Written by Raisinberry

From the day you start in Mary Kay, you are exposed to deception on multiple levels, and expected to accept that if you want to “move up.”

There are times when I think I have no more to say about this world of Mary Kay. I feel sorry for all those women in MK who have checked in here at Pink Truth, and have become convicted, and have begun to make changes.

I think in many ways, the free flow of information has made a huge impact on Mary Kay. Yes I know many PT readers are just starting to de-fog and anger is your most prevalent emotion. But I want to take a minute to remind us all that these women who were captured by the deceptive practices of Mary Kay have built a wall of denial around themselves that is sometimes too painful to tear down. Admitting that you have been lied to is painful.

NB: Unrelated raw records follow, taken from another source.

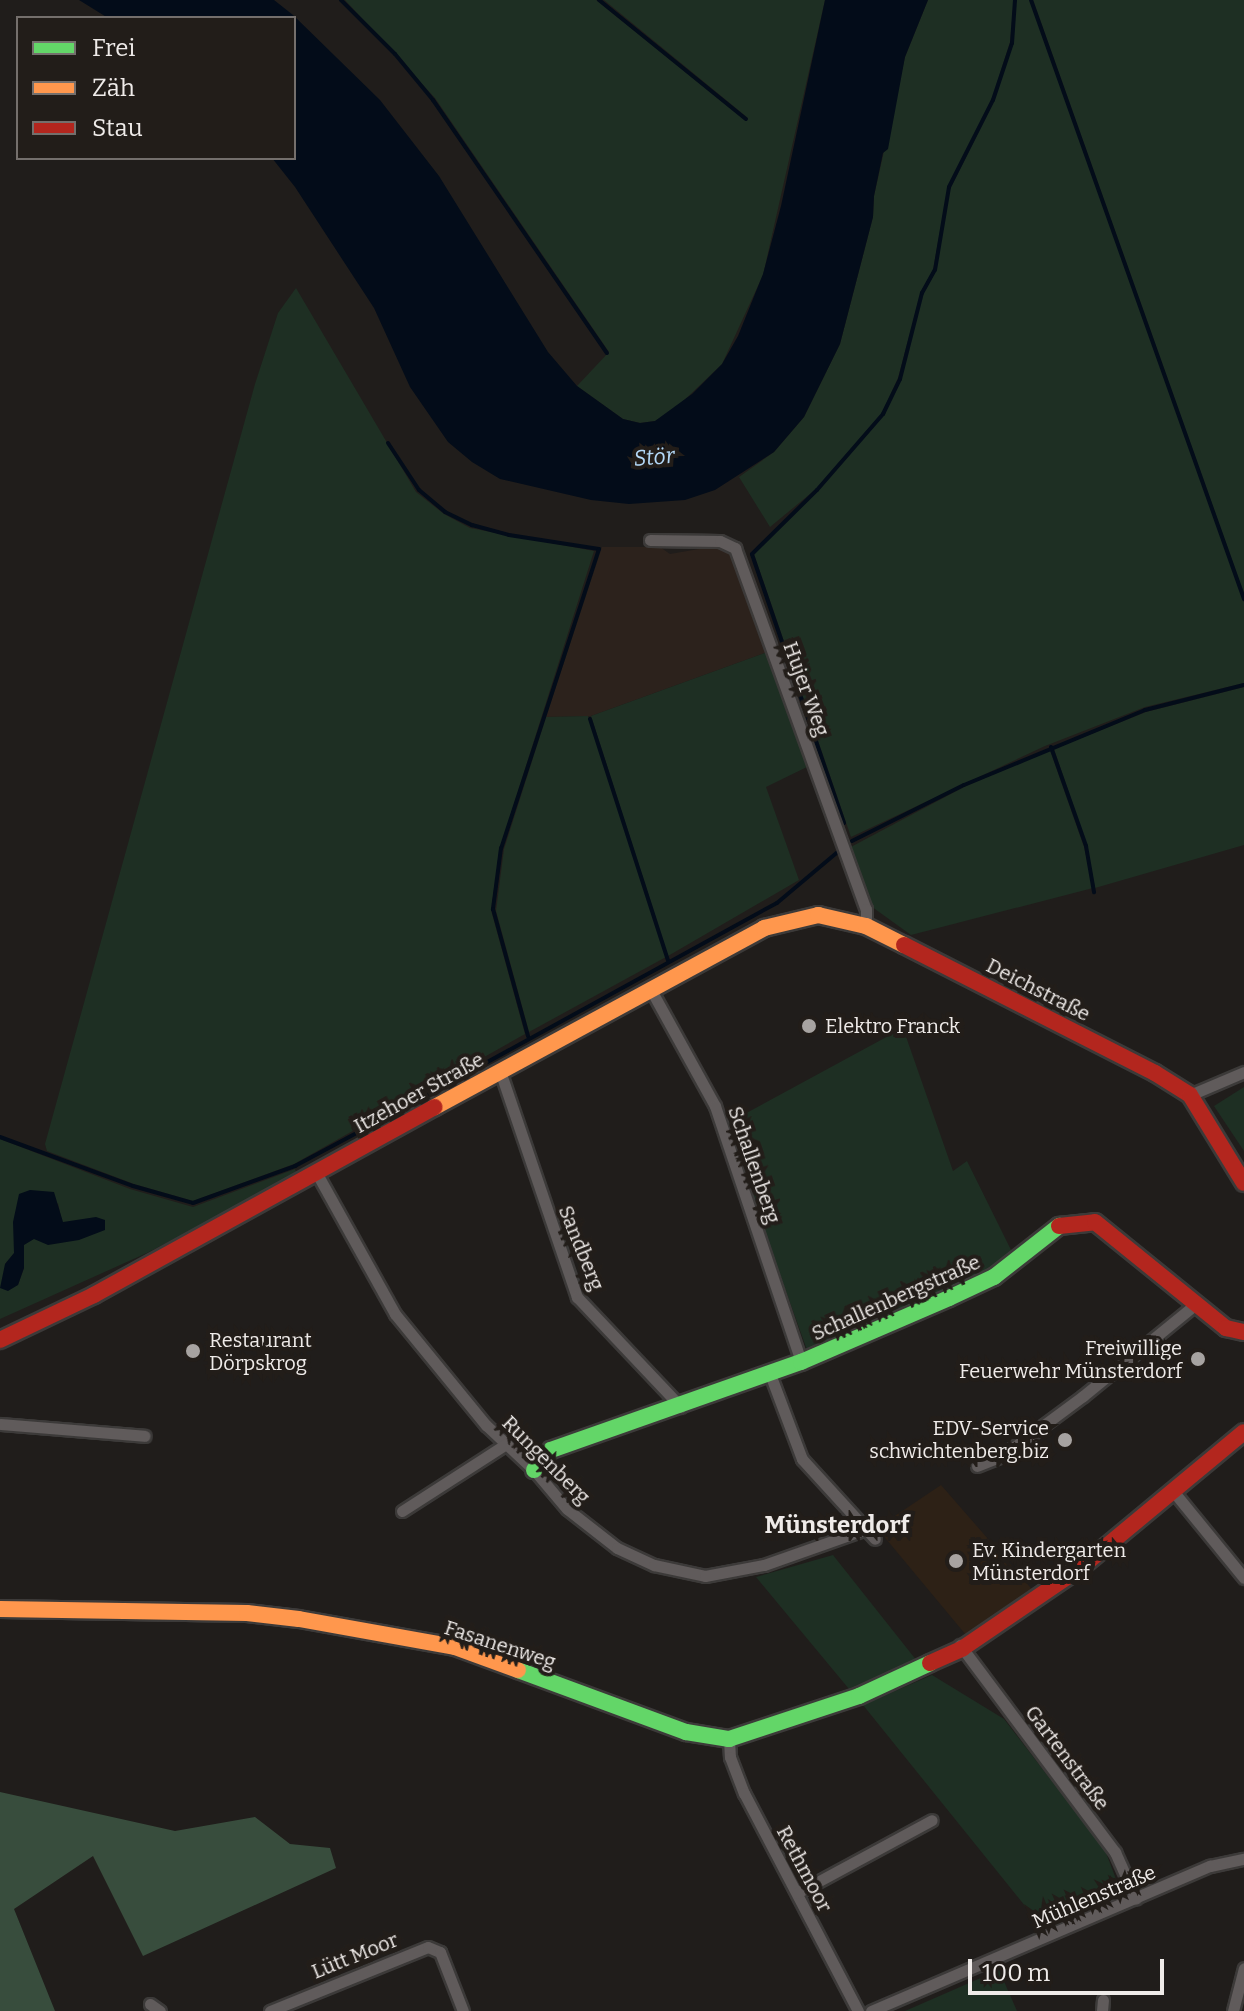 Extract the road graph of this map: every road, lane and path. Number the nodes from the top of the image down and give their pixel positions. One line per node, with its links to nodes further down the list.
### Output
1 (650, 540): 2 (street, Hujer Weg)
2 (866, 926): 3 (street, Itzehoer Straße); 6 (street, Deichstraße)
3 (651, 990): 4 (street, Itzehoer Straße); 12 (street, Schallenberg)
4 (500, 1071): 7 (street, Itzehoer Straße); 14 (street, Sandberg)
5 (1244, 1072): 6 (street)
6 (1190, 1095): 8 (street)
7 (316, 1172): 11 (street, Itzehoer Straße); 18 (street, Rungenberg)
8 (1244, 1183)
9 (1196, 1304): 10 (street, Schallenbergstraße); 12 (street, Schallenbergstraße); 19 (street)
10 (1244, 1332)
11 (0, 1340)
12 (801, 1362): 13 (street, Schallenbergstraße)
13 (770, 1374): 14 (street, Schallenbergstraße); 23 (street)
14 (681, 1407): 20 (street, Schallenbergstraße)
15 (0, 1424): 17 (street)
16 (1244, 1432): 21 (street, Fasanenweg)
17 (145, 1436)
18 (506, 1444): 20 (street, Rungenberg); 22 (street)
19 (977, 1466)
20 (534, 1470): 23 (street, Rungenberg)
21 (1173, 1491): 25 (street); 27 (street, Fasanenweg)
22 (402, 1511)
23 (866, 1529): 24 (street)
24 (875, 1539)
25 (1244, 1578)
26 (0, 1609): 28 (street, Fasanenweg)
27 (961, 1646): 28 (street, Fasanenweg); 32 (street, Gartenstraße)
28 (729, 1739): 31 (street, Rethmoor)
29 (932, 1820): 31 (street)
30 (1244, 1859): 32 (street, Mühlenstraße)
31 (797, 1893): 36 (street, Rethmoor)
32 (1136, 1899): 37 (street, Mühlenstraße)
33 (1244, 1968): 38 (street)
34 (270, 2011): 35 (street, Lütt Moor)
35 (463, 2011)
36 (858, 2011)
37 (871, 2011)
38 (1233, 2011)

We dropped our guard when we came through the doors of Mary Kay, and we believed in the support system and the possibilities. We trusted. And even when others attempted to talk us out of it, we defended Mary Kay because we believed in the “dream.”

We have an American capitalist work ethic that tells us if we work hard we get the reward. What we didn’t expect was the systematized manipulation that took advantage of our belief and our drive to make dreams come true. We got deception, and it was too horrible to believe. Not Mary Kay. Not the pink bubble. From your first meeting with your MK consultant, until the day you decide its over, you are under one deception after another, that slowly becomes your “truth.”

During your skin care class, your consultant is instructed to tell you she is in “her first year” with Mary Kay. It may be her 2nd class, but she is told that no one wants to work with someone so new, so just “stretch” the truth a bit… because you are in “your first year.”

On the phone, your consultant invites you to her meeting, “to be a face model.” She might say she “was chosen” to bring the model, or she has been asked to “feature” a new look. Her director will take her cue when she comes in the door at meeting and go along with whatever reason your consultant used. You won’t be made aware that this is a recruiting scenario till the end of the meeting and you have witnessed all the “fun.” The reason for your invite was to recruit you, only this deception is carefully glossed over.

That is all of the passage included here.